Thinking can bring a kind of happiness. However, a more superior type of happiness is gained from not thinking. This is the kind of happiness in a meditative state. A person in meditation must stop thinking in order to gain blissfulness. It is not wrong to say that “not thinking” is “ignorance”. In that sense, it is not wrong to say “ignorance is bliss”. However, this bliss of ignorance is temporary. No one stays in a meditative state forever. When one comes out of meditation, it is hard to stop thinking. Therefore, he will not have any bliss from thinking about all kinds of problems involving himself, his family, his local community, his country, the world environmental problems, as well as problems of other people in another country (such as LGBTQ, pro-life, pro-choice, atheism, human rights, democracy, freedom of speech, etc.) which are non of his business. In other words, bliss of ignorance is usually temporary, whereas bliss of Enlightenment is permanent.
What is the bliss of Enlightenment? It must entail “not thinking”. It is not wrong to say it is a kind of “ignorance”. The difference from “bliss of ignorance” is very subtle. Bliss of Enlightenment entails “not thinking” permanently, or being “ignorant” permanently whether in meditation or not. “Not thinking” allows a person to start living to the fullest possible.
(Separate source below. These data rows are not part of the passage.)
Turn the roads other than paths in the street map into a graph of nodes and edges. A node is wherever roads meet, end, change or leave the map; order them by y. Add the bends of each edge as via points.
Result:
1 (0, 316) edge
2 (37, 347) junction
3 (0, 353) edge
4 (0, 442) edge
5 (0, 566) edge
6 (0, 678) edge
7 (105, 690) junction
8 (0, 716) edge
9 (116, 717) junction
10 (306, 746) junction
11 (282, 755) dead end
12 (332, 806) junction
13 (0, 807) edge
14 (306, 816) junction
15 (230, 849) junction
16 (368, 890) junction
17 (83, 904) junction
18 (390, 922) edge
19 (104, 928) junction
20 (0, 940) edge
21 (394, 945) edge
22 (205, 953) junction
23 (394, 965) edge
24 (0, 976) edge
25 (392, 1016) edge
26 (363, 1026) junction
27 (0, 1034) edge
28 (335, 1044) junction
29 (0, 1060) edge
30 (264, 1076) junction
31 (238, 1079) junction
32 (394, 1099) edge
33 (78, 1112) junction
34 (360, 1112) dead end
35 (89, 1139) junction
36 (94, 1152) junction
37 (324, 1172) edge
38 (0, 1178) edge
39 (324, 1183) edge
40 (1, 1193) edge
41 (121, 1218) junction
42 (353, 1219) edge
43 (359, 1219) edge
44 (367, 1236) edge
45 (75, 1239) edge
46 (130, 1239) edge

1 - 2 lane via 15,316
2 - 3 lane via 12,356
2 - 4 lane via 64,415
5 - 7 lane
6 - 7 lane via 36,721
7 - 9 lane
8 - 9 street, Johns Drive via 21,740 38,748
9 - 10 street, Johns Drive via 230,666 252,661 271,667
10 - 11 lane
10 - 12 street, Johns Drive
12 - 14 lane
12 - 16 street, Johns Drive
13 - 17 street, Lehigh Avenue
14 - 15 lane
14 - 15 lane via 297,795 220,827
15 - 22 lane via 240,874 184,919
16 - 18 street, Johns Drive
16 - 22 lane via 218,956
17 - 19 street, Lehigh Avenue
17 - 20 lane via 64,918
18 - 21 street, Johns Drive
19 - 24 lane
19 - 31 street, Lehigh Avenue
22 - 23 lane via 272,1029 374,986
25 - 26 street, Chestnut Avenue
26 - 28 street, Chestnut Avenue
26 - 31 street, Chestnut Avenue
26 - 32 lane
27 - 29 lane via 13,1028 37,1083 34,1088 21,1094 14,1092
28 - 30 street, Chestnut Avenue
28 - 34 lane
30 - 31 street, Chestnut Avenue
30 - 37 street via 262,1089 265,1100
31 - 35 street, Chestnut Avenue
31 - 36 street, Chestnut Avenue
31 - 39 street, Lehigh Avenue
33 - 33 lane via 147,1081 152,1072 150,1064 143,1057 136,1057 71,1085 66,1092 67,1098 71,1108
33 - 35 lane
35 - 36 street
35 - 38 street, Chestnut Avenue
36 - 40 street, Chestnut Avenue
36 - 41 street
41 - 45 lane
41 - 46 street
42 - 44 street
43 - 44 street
We have been indoctrinated from young age to old age that “thinking” is good and “not thinking” is bad. It is the norm. It is the practice of common people. It is true that “thinking” makes us as common as all ordinary people. It is also true that extraordinary people do uncommon things. It is a choice we have to make: do we want to become ordinary people or extraordinary people? Do we want to keep on “thinking” but forget about living? Or is it better to stop “thinking” and start living? Many people only “think” they are thinking, but very few can really think. Majority of the people would rather die than to think. This kind of “not thinking” or “ignorance” will not bring them any meaningful bliss. In other words, ignorance doesn’t always bring blissfulness. In most cases, ignorance leads to delayed suffering (as opposed to delayed gratification) which may be multiple times heavier than people who are not ignorant.
An Enlightened person has Right View and Right Thinking. He sees reality as it really is rather than wishing reality to become what he wants to see. He is awakened to the truth that: 1) life of an ordinary being has a lot of suffering, 2) all suffering is due to desire (but not all desires lead to suffering), 3) suffering ceases when desires stop, 4) the way leading to cessation of suffering is the Noble Eightfold Path. An Enlightened person thinks only wholesome thoughts but not unwholesome thoughts. In other words, he doesn’t think about many things which are unworthy to think. He is “ignorant” in that sense, and that “ignorance” is bliss. He focuses on living and “not thinking”. It is true that some knowledge is unworthy to know or unnecessary to know. Chasing unlimited knowledge with limited life is a great ignorance which brings more suffering and no bliss.
The bliss of Enlightenment is permanent. An Enlightened person permanently has no suffering (fear, envy, jealousy, hatred, anger, anxiety, depression, grief, lamentation, despair, etc). This is only possible through abandoning of greed, aversion, and delusion to perfect one’s virtue, equanimity and wisdom. He has direct and personal knowledge of non-self, impermanence, and the nature of suffering. There is nothing he wants to get and nothing he doesn’t want to get (good or bad). This is the true meaning of no desire. He doesn’t long for life and also not longing for death. He lives happily here and now, totally ignorant of the past and the future. Ignorance is bliss in this case, because no amount of guilt or remorse can change the past, and no amount of anxiety and worries can guarantee a future which one wishes to see. An Enlightened person sees reality as it really is, accepts reality as it is and has no delusion of wishing to change reality.